The ‘Access Denied’ Economy
The Maduro regime let the official dollar be and allowed prices to go up, in exchange for reduced shortages. Caracas is now repeating a pattern that we’d seen in Maracaibo already: shelves are full again, but few can afford the products.
Photo: Bloomberg retrieved
“I was in utter shock,” said my husband, arriving from the supermarket. “I hadn’t seen so many brands in… years!”
The bodegones—physical stores that keep popping up around Caracas selling imported goods of all sorts—are the talk of the town, and the prices they charge suggest that no import taxes are getting paid. Products are, most likely, brought into the country via door-to-door services.
Supermarket shelves are now stocked with many products that we, caraqueños, hadn’t seen for a while. My husband was shocked by the variety of goodies we could get for our daughter’s lunchbox, and how we could choose a brand of white bread. Choosing a brand of anything is a luxury.
He was also shocked by the prices. He spent close to 100 bucks on a few things that are nowhere close to a weekly grocery list; a 1.5 L bottle of natural orange juice went for $5.
Choosing a brand of anything is a luxury.
At this point, some of you are probably thinking: “That’s what I pay for OJ in the U.S.,” or “well, prices are soaring because the Cadivi manguangua subsidies died.” And I won’t argue with that.
Price controls and other restrictions have shocked producers and importers for years, lowering the supply of goods and services.
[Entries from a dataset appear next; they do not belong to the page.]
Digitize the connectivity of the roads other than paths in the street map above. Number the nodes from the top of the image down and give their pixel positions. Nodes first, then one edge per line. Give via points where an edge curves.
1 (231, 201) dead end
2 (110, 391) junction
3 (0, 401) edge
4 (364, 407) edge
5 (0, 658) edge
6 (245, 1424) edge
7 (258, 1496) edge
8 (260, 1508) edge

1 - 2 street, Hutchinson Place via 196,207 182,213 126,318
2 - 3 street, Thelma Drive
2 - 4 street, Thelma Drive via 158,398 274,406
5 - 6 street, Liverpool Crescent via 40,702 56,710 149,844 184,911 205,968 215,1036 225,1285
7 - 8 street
Now, given that the DICOM exchange rate comes pretty close to the black market exchange rate (and, at times, surpasses it), stores could legally increase prices. However, that doesn’t seem like a concern anymore since the government seems to be turning a blind eye at price increases. Hence, companies can bring back many products they hadn’t been able to produce or import in a while.
Some prices are even higher than international prices, which makes total sense since most products are imported. Moreover, additional costs must be calculated, including all the merchandise that “gets lost along the way” —especially after crossing security checkpoints—and the inventory that is stolen and resold to make ends meet.
Since prices have been increasing dramatically, businesses are now worried by the drop of sales. Another basic issue remains: salaries are not meeting international levels. I have to pay international prices, but my wage, even if it gets dollarized, still comes up short. A dollar income is simply not enough.
So while shortages don’t seem to be a problem anymore, limited access is.
Now, given that the DICOM exchange rate comes pretty close to the black market exchange rate (and, at times, surpasses it), stores could legally increase prices.
Food security is a rigorously defined concept and, to achieve it, four dimensions have to be simultaneously fulfilled: physical availability of food, economic and physical access to food, food use and stability of the other dimensions over time. In other words, filling supermarkets with food isn’t enough. Citizens must have enough money for food and proper conditions to prepare and eat it.
Most Venezuelans can’t buy the food that’s now being offered, and even those fortunate enough to earn their wages in dollars, have difficulties keeping up. So the reasons to leave the country as soon as possible remain untouched. This new economy of denied access should be the business of some, but looks far away from an offer able to satisfy a nation of 30 million people—or more like 26 million, considering that close to 4 million Venezuelans have emigrated, according to the UN.
We once thought that seeing full shelves again would fill us with joy. Turns out, we’re filled with despair.